Is there right and wrong and how do we know right from wrong?

The wild does not have much of a moral code. It goes by the law of the survival of the fittest and “every man for himself.” Only the strongest creatures and those who are able to adapt can survive. So “doing the right” thing did not have much place in the wild. At times throughout the novel, it seemed that the outside force of nature would inflict punishment on those who did wrong, like when Buck’s cruel and ignorant masters fell through the partly frozen river. Yet other times nature contradicted itself by allowing John Thornton, Buck’s kind and adored master, to be killed. So really, the universe does not follow any moral code: only survival.

What is the meaning of human history, if any at all?

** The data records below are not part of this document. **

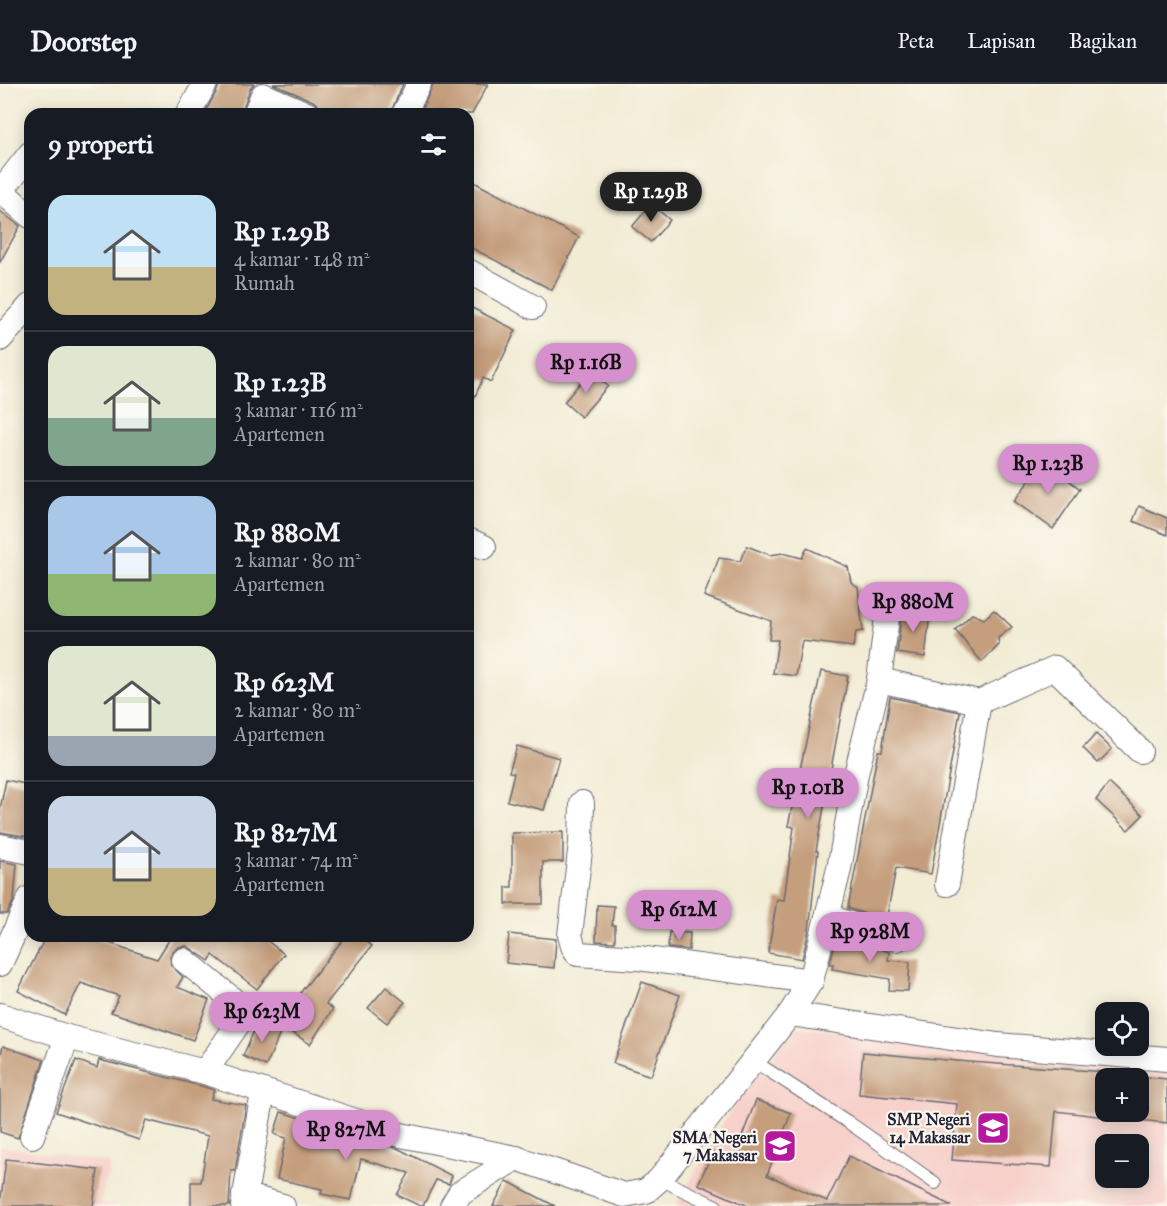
<!DOCTYPE html>
<html lang="id">
<head>
<meta charset="utf-8">
<style>
  :root { --surface:#171b24; --page:#20242c; --text:#f1f3f6; --muted:#9ea1a6; --line:#363941; --accent:#d690ce }
  body { margin:0; font-family:"IM FELL Great Primer",serif; background:var(--page); color:var(--text); height:100vh; display:flex; flex-direction:column; font-size:22px; white-space:nowrap }
  * { box-sizing:border-box; margin:0 }
  p { font-size:20px; color:var(--muted) }
  .icon { flex:none; width:33px; height:33px; fill:none; stroke:currentColor; stroke-width:2; stroke-linecap:round; stroke-linejoin:round }
  .map { position:relative; flex:1; overflow:hidden }
  .sheet { position:absolute; left:24px; top:24px; width:450px; height:834px; display:flex; flex-direction:column; background:var(--surface); border-radius:18px; box-shadow:0 3px 15px #0003 }
  .sheet>* { flex:none }
  .tools { position:absolute; left:1095px; top:918px; display:grid; gap:12px }
  .tools a { display:grid; place-items:center; width:54px; height:54px; border-radius:12px; background:var(--surface); box-shadow:0 3px 15px #0003; font-size:30px }
  .price { position:absolute; translate:-50% -51px; padding:0 14px; border-radius:21px; background:var(--accent); color:#111; font-size:20px; line-height:39px; filter:drop-shadow(0 2px 3px #0008) }
  .price::after { content:''; position:absolute; left:50%; top:36px; width:18px; height:14px; margin-left:-9px; background:inherit; clip-path:polygon(0 0,100% 0,50% 100%) }
  .price.selected { background:#222; color:#fff }
  ul { padding:0; list-style:none }
  li { display:flex; align-items:center; gap:18px; height:150px; padding:0 24px }
  li+li { border-top:2px solid var(--line) }
  li span { display:grid; place-items:center; flex:none; width:168px; height:120px; border-radius:18px; color:#555 }
  li>.icon { margin-inline-start:auto }
  span .icon { width:72px; height:72px; fill:#fffc; stroke-width:1 }
  li b { font-size:26px }
  h2 { display:flex; justify-content:space-between; align-items:center; height:72px; padding:0 24px; font-size:26px }
  header { display:flex; align-items:center; gap:36px; box-sizing:border-box; height:84px; padding:0 30px; background:var(--surface); border-bottom:2px solid var(--line) }
  header strong { font-size:28px }
  nav { display:flex; gap:33px; margin-inline-start:auto; font-size:21px }
  .map>svg:first-child { display:block }
</style>
</head>
<body>
<header>
<strong>Doorstep</strong>
<nav><a>Peta</a><a>Lapisan</a><a>Bagikan</a></nav>
</header>
<div class="map">
<svg width="1167" height="1122" viewBox="0 0 1167 1122">
  <rect width="100%" height="100%" fill="#fbf7ec"/>
  <filter id="ink" filterUnits="userSpaceOnUse"><feTurbulence type="fractalNoise" baseFrequency=".0167" numOctaves="2"/><feDisplacementMap in="SourceGraphic" scale="12" xChannelSelector="R" yChannelSelector="G"/><feConvolveMatrix kernelMatrix="1 2 1 2 8 2 1 2 1" color-interpolation-filters="sRGB"/></filter>
  <filter id="wash" filterUnits="userSpaceOnUse"><feTurbulence type="fractalNoise" baseFrequency=".008" numOctaves="4" result="noise"/><feDisplacementMap in="SourceGraphic" scale="24" xChannelSelector="R" yChannelSelector="G"/><feGaussianBlur stdDeviation="1.35" result="paint"/><feColorMatrix in="noise" values="0 0 0 0 0 0 0 0 0 0 0 0 0 0 0 0 0 1.4 0 .05"/><feComposite in="paint" operator="in"/></filter>
  <g filter="url(#wash)">
    <rect width="100%" height="100%" fill="#f2ecd5"/>
    <!-- built -->
    <g fill="#f7d0ca" fill-rule="evenodd">
      <path d="M 790,942 L 1167,982 L 1167,1122 L 676,1122 L 744,1003 L 766,985 ZM 1106,994 L 1138,994 L 1138,1028 L 1106,1028 ZM 1106,1060 L 1138,1060 L 1138,1094 L 1106,1094 Z"/>
      <path d="M 0,1062 L 110,1079 L 100,1119 L 124,1122 L 0,1122 Z"/>
    </g>
    <g id="blocks">
      <!-- building -->
      <g fill="#c59e7d">
        <path d="M 219,0 L 254,0 L 250,5 L 241,30 L 204,30 L 217,7 Z"/>
        <path d="M 273,0 L 403,0 L 390,30 L 321,30 L 319,22 L 313,17 Z"/>
        <path d="M 433,0 L 488,0 L 472,30 L 420,30 Z"/>
        <path d="M 468,95 L 579,153 L 552,206 L 468,162 Z"/>
        <path d="M 651,120 L 670,136 L 651,158 L 632,143 Z"/>
        <path d="M 0,127 L 20,142 L 0,178 Z"/>
        <path d="M 468,222 L 516,246 L 491,298 L 483,294 L 468,329 Z"/>
        <path d="M 590,287 L 608,302 L 581,333 L 564,318 Z"/>
        <path d="M 1044,377 L 1080,405 L 1053,445 L 1014,417 Z"/>
        <path d="M 1139,422 L 1167,434 L 1167,451 L 1133,437 Z"/>
        <path d="M 747,462 L 770,471 L 783,469 L 802,474 L 807,464 L 848,483 L 851,498 L 858,503 L 863,547 L 856,548 L 853,563 L 802,557 L 796,592 L 773,589 L 778,556 L 769,556 L 771,537 L 704,512 L 719,474 L 740,477 Z"/>
        <path d="M 899,526 L 930,530 L 925,573 L 897,569 L 901,535 Z"/>
        <path d="M 994,526 L 1012,543 L 998,554 L 999,561 L 982,578 L 955,546 L 972,530 L 984,535 Z"/>
        <path d="M 821,587 L 848,592 L 816,767 L 818,767 L 809,846 L 802,875 L 768,869 L 777,815 L 784,816 L 794,743 L 788,742 Z"/>
        <path d="M 890,613 L 960,628 L 931,790 L 896,784 L 886,837 L 848,824 L 878,667 L 882,667 Z"/>
        <path d="M 1096,650 L 1112,665 L 1098,679 L 1083,664 Z"/>
        <path d="M 517,662 L 559,674 L 544,726 L 507,717 L 514,689 L 509,688 Z"/>
        <path d="M 6,696 L 30,701 L 29,753 L 0,748 L 0,725 Z"/>
        <path d="M 1109,699 L 1143,731 L 1128,746 L 1096,716 Z"/>
        <path d="M 563,748 L 563,778 L 543,778 L 543,820 L 506,820 L 506,803 L 512,803 L 512,749 Z"/>
        <path d="M 0,777 L 17,780 L 14,816 L 7,830 L 0,830 Z"/>
        <path d="M 597,821 L 614,822 L 612,841 L 615,841 L 615,858 L 596,857 Z"/>
        <path d="M 669,848 L 690,849 L 689,866 L 668,864 Z"/>
        <path d="M 509,850 L 556,855 L 554,884 L 506,879 Z"/>
        <path d="M 837,851 L 889,868 L 888,876 L 910,878 L 908,907 L 889,906 L 890,895 L 832,885 L 833,880 L 830,880 Z"/>
        <path d="M 46,852 L 88,852 L 157,875 L 171,853 L 169,852 L 261,852 L 284,870 L 257,905 L 213,871 L 209,877 L 187,862 L 179,863 L 173,867 L 170,873 L 171,881 L 183,893 L 177,903 L 209,916 L 193,956 L 111,928 L 119,912 L 81,899 L 65,931 L 18,907 Z"/>
        <path d="M 346,852 L 358,852 L 372,862 L 326,920 L 333,925 L 310,960 L 280,941 L 303,905 Z"/>
        <path d="M 642,898 L 680,911 L 651,992 L 613,979 Z"/>
        <path d="M 386,903 L 405,918 L 387,939 L 368,924 Z"/>
        <path d="M 259,935 L 282,945 L 266,982 L 243,972 Z"/>
        <path d="M 3,962 L 44,976 L 18,1054 L 0,1048 L 0,973 Z"/>
        <path d="M 863,968 L 957,977 L 1106,988 L 1106,1033 L 1056,1027 L 1051,1083 L 952,1076 L 957,1020 L 859,1010 Z"/>
        <path d="M 76,976 L 97,984 L 99,976 L 201,1002 L 214,1006 L 211,1015 L 246,1021 L 235,1087 L 231,1086 L 229,1122 L 191,1122 L 191,1098 L 201,1098 L 208,1052 L 146,1036 L 139,1056 L 56,1028 Z"/>
        <path d="M 1138,992 L 1167,995 L 1167,1039 L 1138,1036 Z"/>
        <path d="M 756,1016 L 791,1029 L 767,1091 L 827,1117 L 849,1072 L 952,1122 L 748,1122 L 698,1100 L 713,1068 L 733,1076 Z"/>
        <path d="M 281,1028 L 399,1065 L 452,1092 L 449,1100 L 436,1096 L 423,1122 L 420,1122 L 397,1111 L 409,1089 L 361,1075 L 351,1116 L 321,1110 L 322,1105 L 277,1095 L 286,1054 L 274,1050 Z"/>
        <path d="M 6,1075 L 98,1086 L 93,1122 L 0,1122 Z"/>
        <path d="M 507,1097 L 555,1122 L 493,1122 Z"/>
      </g>
    </g>
  </g>
  <g filter="url(#ink)">
    <use href="#blocks" fill-opacity="0" stroke="#6b6971" stroke-width="1.5"/>
    <g fill="none" stroke-linecap="round" stroke-linejoin="round">
      <defs>
        <g id="lane">
          <path d="M 752,976 L 848,1038 L 935,1099"/>
          <path d="M 660,1095 L 716,1122"/>
        </g>
        <g id="street">
          <path d="M 188,30 L 205,0"/>
          <path d="M 255,30 L 263,11 L 307,30"/>
          <path d="M 404,30 L 419,0"/>
          <path d="M 0,106 L 30,132"/>
          <path d="M 1,107 L 30,70"/>
          <path d="M 468,187 L 533,223"/>
          <path d="M 0,255 L 30,222"/>
          <path d="M 468,456 L 484,463"/>
          <path d="M 879,596 L 979,618 L 1055,584 L 1140,667"/>
          <path d="M 582,719 L 581,759 L 570,851 L 573,862 L 578,870 L 638,874 L 811,897"/>
          <path d="M 0,762 L 30,768"/>
          <path d="M 947,800 L 979,618"/>
          <path d="M 828,833 L 897,855"/>
          <path d="M 184,876 L 231,914 L 241,929 L 240,937 L 205,988"/>
          <path d="M 0,880 L 30,814"/>
          <path d="M 790,930 L 998,961 L 1167,975"/>
          <path d="M 0,931 L 67,953 L 205,988 L 396,1050 L 516,1074 L 624,1111 L 646,1107 L 660,1095 L 790,930 L 811,897 L 839,785 L 856,690 L 879,596 L 887,533"/>
          <path d="M 32,1052 L 67,953"/>
          <path d="M 244,1111 L 283,1122"/>
          <path d="M 243,1122 L 263,1009"/>
          <path d="M 452,1122 L 460,1109 L 516,1074"/>
        </g>
      </defs>
      <!-- lane casing -->
      <use href="#lane" stroke="#6b6971" stroke-width="14"/>
      <!-- street casing -->
      <use href="#street" stroke="#6b6971" stroke-width="26"/>
      <!-- lane -->
      <use href="#lane" stroke="#fff" stroke-width="12"/>
      <!-- street -->
      <use href="#street" stroke="#fff" stroke-width="24"/>
    </g>
  </g>
  <!-- icons -->
  <defs>
    <symbol id="school-square" viewBox="-11 -11 22 22"><rect x="-9" y="-9" width="18" height="18" rx="4" fill="#b5179e" stroke="#fbf7ec"/><path d="M0-5L7-2L0 1L-7-2ZM-4 1L0 2.5L4 1V4Q0 6-4 4Z" fill="#fff"/></symbol>
  </defs>
  <g fill-rule="evenodd">
    <use href="#school-square" x="974" y="1025" width="38" height="38"/>
    <use href="#school-square" x="761" y="1043" width="38" height="38"/>
  </g>
  <g text-anchor="middle" dominant-baseline="central" stroke-width="4.5" stroke-linejoin="round" paint-order="stroke">
    <!-- poi labels -->
    <g font-size="16" font-weight="bold" fill="#22223b" stroke="#fbf7ec" text-anchor="end">
      <text x="970" y="1035">SMP Negeri<tspan x="970" dy="18">14 Makassar</tspan></text>
      <text x="757" y="1053">SMA Negeri<tspan x="757" dy="18">7 Makassar</tspan></text>
    </g>
  </g>
</svg>
<div class="tools">
<a><svg class="icon" aria-label="locate" viewBox="0 0 24 24"><circle cx="12" cy="12" r="6"/><path d="M12 2v4M12 18v4M2 12h4M18 12h4"/></svg></a>
<a>+</a>
<a>−</a>
</div>
<b class="price selected" style="left:651px;top:139px">Rp 1.29B</b>
<b class="price" style="left:586px;top:310px">Rp 1.16B</b>
<b class="price" style="left:1048px;top:411px">Rp 1.23B</b>
<b class="price" style="left:913px;top:549px">Rp 880M</b>
<b class="price" style="left:808px;top:735px">Rp 1.01B</b>
<b class="price" style="left:679px;top:857px">Rp 612M</b>
<b class="price" style="left:870px;top:879px">Rp 928M</b>
<b class="price" style="left:262px;top:959px">Rp 623M</b>
<b class="price" style="left:346px;top:1077px">Rp 827M</b>
<section class="sheet">
<h2>9 properti<svg class="icon" aria-label="filters" viewBox="0 0 24 24"><path d="M4 7h16M4 17h16"/><circle cx="9" cy="7" r="2"/><circle cx="15" cy="17" r="2"/></svg></h2>
<ul>
<li><span style="background:linear-gradient(#bfe0f5 60%,#c2b280 0)"><svg class="icon" aria-label="home" viewBox="0 0 24 24"><path d="M3 11l9-7 9 7M6 9v11h12V9"/></svg></span><div><b>Rp 1.29B</b><p>4 kamar · 148 m²</p><p>Rumah</p></div></li>
<li><span style="background:linear-gradient(#dfe7d0 60%,#7fa58c 0)"><svg class="icon" aria-label="home" viewBox="0 0 24 24"><path d="M3 11l9-7 9 7M6 9v11h12V9"/></svg></span><div><b>Rp 1.23B</b><p>3 kamar · 116 m²</p><p>Apartemen</p></div></li>
<li><span style="background:linear-gradient(#a9c7e8 65%,#8fb573 0)"><svg class="icon" aria-label="home" viewBox="0 0 24 24"><path d="M3 11l9-7 9 7M6 9v11h12V9"/></svg></span><div><b>Rp 880M</b><p>2 kamar · 80 m²</p><p>Apartemen</p></div></li>
<li><span style="background:linear-gradient(#dfe7d0 75%,#9aa5b1 0)"><svg class="icon" aria-label="home" viewBox="0 0 24 24"><path d="M3 11l9-7 9 7M6 9v11h12V9"/></svg></span><div><b>Rp 623M</b><p>2 kamar · 80 m²</p><p>Apartemen</p></div></li>
<li><span style="background:linear-gradient(#c9d6e8 60%,#c2b280 0)"><svg class="icon" aria-label="home" viewBox="0 0 24 24"><path d="M3 11l9-7 9 7M6 9v11h12V9"/></svg></span><div><b>Rp 827M</b><p>3 kamar · 74 m²</p><p>Apartemen</p></div></li>
</ul>
</section>
</div>
</body>
</html>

Not much is said of human history in this novel. The most notable factor of it applies to all creatures: the survival of the fittest. This rule has been evident in all of history, according to Jack London, and is still seen throughout Buck’s adventures. Buck observes this through his experiences and learns that the only way to survive is by adapting.

What personal, life orientating core commitments are consistent with this worldview?

In The Call of the Wild, each person or creature clearly has one goal: survival. Each wants to make it to the top of the food chain. They must become the strongest and most adaptable to be on top. Even better, becoming close to the wild primitive state that all of nature was once in was the way to thrive the most. In the book, those most “civilized” were depicted as the weakest.

In conclusion, The Call of the Wild seems to align closest with Evolution. The idea of the survival of the fittest affirms this. This worldview varies widely with a Christian worldview. While Christianity believes in a strict moral code given by God, the worldview in Jack London’s novel follows no such code of any kind and no higher power. It could be argued that these two worldviews are strictly opposites.